Ao longo de quase uma década, acompanhada por Catarina Alfaro (e também em várias fases por Leonor Oliveira na investigação) e por outros companheiros de trabalho que connosco ativamente colaboraram, (Ana Barata que está aqui nesta sala) estivemos na vertigem de estar perigosamente perto da vida de alguém, que já não estava vivo. Sobre aquele imenso mar de documentos, à medida que avançávamos, foi construído como em espelho, um céu de interrogações.
Conseguimos algumas respostas, é um facto, mas ainda mais relevante, permitimos a construção de outras tantas perguntas, que aguardam novas equipas e distintos pontos de vista.
É importante sublinhar que o artista não terá premeditado a consulta académica ou historiográfica dos seus documentos, agendas, livros, fotografias, catálogos, folhas soltas, apontamentos, cartas mais ou menos privadas, à mãe, às irmãs, ao tio Francisco, ao pai, ao Manuel Laranjeira, a tantos artistas, à Lucie Pecetto, que veio a ser a sua mulher, as únicas cartas de amor encontradas. Amadeo não sentiu necessidade de arrumar ou organizar (para a História) detalhes sobre o seu trabalho, e nos seus registos não transparece qualquer vocação sistematizadora. Toda a documentação que nos chegou, através dos vários espólios consultados, refletem uma desordem juvenil, uma urgência do fazer: «a nossa vida é toda para diante», dirá numa conhecida entrevista em 1916. A reflexão escrita programática, é episódica, fragmentada e residual, fragmentos de uma vida em movimento, ainda sem qualquer visão retrospetiva.
Só mesmo a sua estratégia de afirmação e de divulgação à volta da edição dos XX Dessins, nos surge como um ato premeditado. E este é um dado sobre o qual importa refletir. Todo o cuidado que o artista dedicou a esta edição, não só na escolha do editor, mas também na meticulosa rede de envios internacionais, transforma este álbum de 20 desenhos, publicado em 1912, num verdadeiro e antecipador portfólio. Nas páginas das suas agendas ou nas cartas a Lucie Pecetto podemos ver e analisar o laborioso engenho em que Amadeo se empenhou para que este livro chegasse às mãos dos principais agentes e protagonistas da cena artística da época, de muitas capitais do mundo ocidental. E com o retorno que já todos conhecemos, na receção crítica e nos futuros convites.

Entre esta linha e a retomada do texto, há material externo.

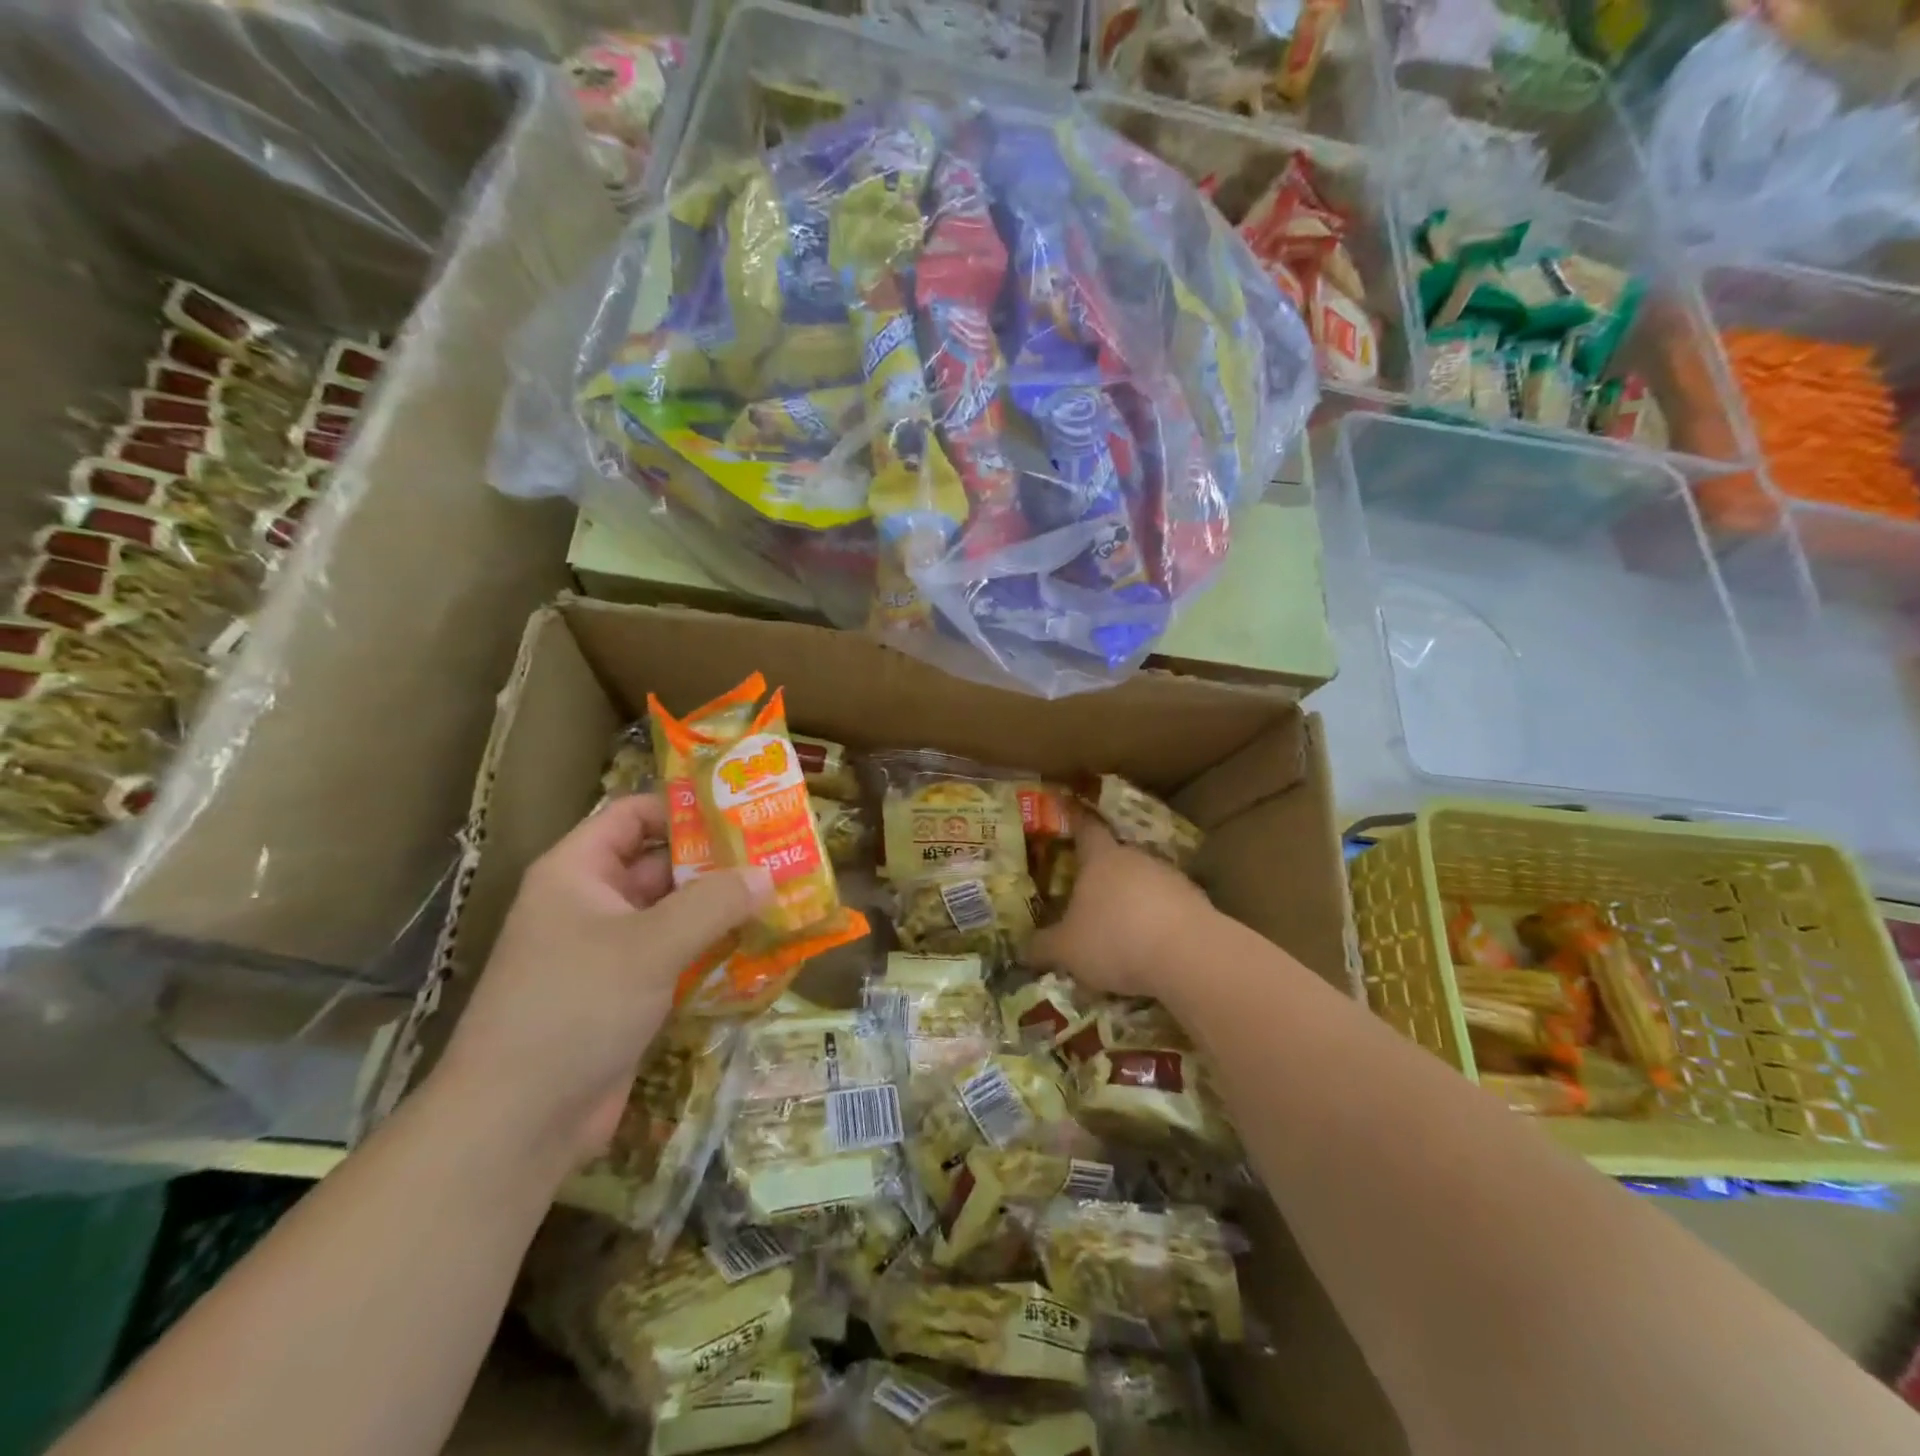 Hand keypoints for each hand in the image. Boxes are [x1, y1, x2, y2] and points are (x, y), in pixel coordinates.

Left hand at [437, 794, 770, 1169]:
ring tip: (782, 897)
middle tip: (779, 855)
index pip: (632, 815)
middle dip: (717, 861)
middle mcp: (591, 903)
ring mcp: (608, 952)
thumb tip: (767, 874)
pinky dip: (713, 950)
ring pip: (674, 914)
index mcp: (577, 872)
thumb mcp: (650, 945)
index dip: (684, 808)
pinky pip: (676, 956)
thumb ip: (713, 903)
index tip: (742, 812)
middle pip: (661, 864)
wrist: (517, 1124)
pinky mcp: (626, 994)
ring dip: (721, 909)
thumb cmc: (574, 1008)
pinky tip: (760, 948)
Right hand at [1027, 811, 1213, 999]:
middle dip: (1103, 873)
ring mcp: (1171, 878)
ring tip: (1121, 928)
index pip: (1086, 827)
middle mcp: (1136, 859)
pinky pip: (1169, 906)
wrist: (1189, 956)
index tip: (1069, 808)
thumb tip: (1022, 949)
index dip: (1075, 819)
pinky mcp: (1197, 902)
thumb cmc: (1115, 939)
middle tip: (1088, 891)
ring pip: (1145, 882)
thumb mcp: (1067, 950)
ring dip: (1133, 899)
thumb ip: (1043, 947)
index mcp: (1100, 859)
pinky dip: (1158, 920)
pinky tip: (1152, 947)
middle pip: (1116, 857) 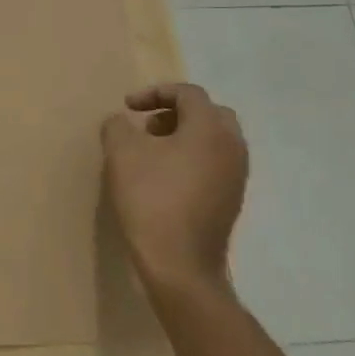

Um arquivo, tratado, organizado e disponibilizado, pode ser um poderoso agente transformador, da receção historiográfica e crítica dos artistas, da própria construção da história de arte em permanente revisão, todos os que aqui estamos sabemos isso. O caso de Amadeo é um caso especial. Sobre o artista, precocemente desaparecido em 1918, eclipsado da história durante décadas, caiu um manto aurático de uma mitificação, alimentado pelo desconhecimento da vida e da obra. Na verdade, só a apresentação continuada da sua obra (depois da inauguração do CAM, em 1983) e o estudo minucioso dos vários arquivos (da Biblioteca da Arte da Fundação Gulbenkian, dos familiares, dos arquivos internacionais, e uns conduzem aos outros) permitiram transformar as intuições em factos e o mito em realidade.
Posso avançar alguns dados que foram esclarecidos e determinados pelo seu espólio documental:
Sim, Amadeo foi um dos artistas com maior impacto mediático, crítico e de mercado no The Armory Show, nos EUA, onde vendeu sete das oito obras apresentadas. Num balanço crítico deste evento, Frederick James Gregg (publicity man do Armory Show) apresenta-o como um artista de sucesso em Moscovo e Berlim.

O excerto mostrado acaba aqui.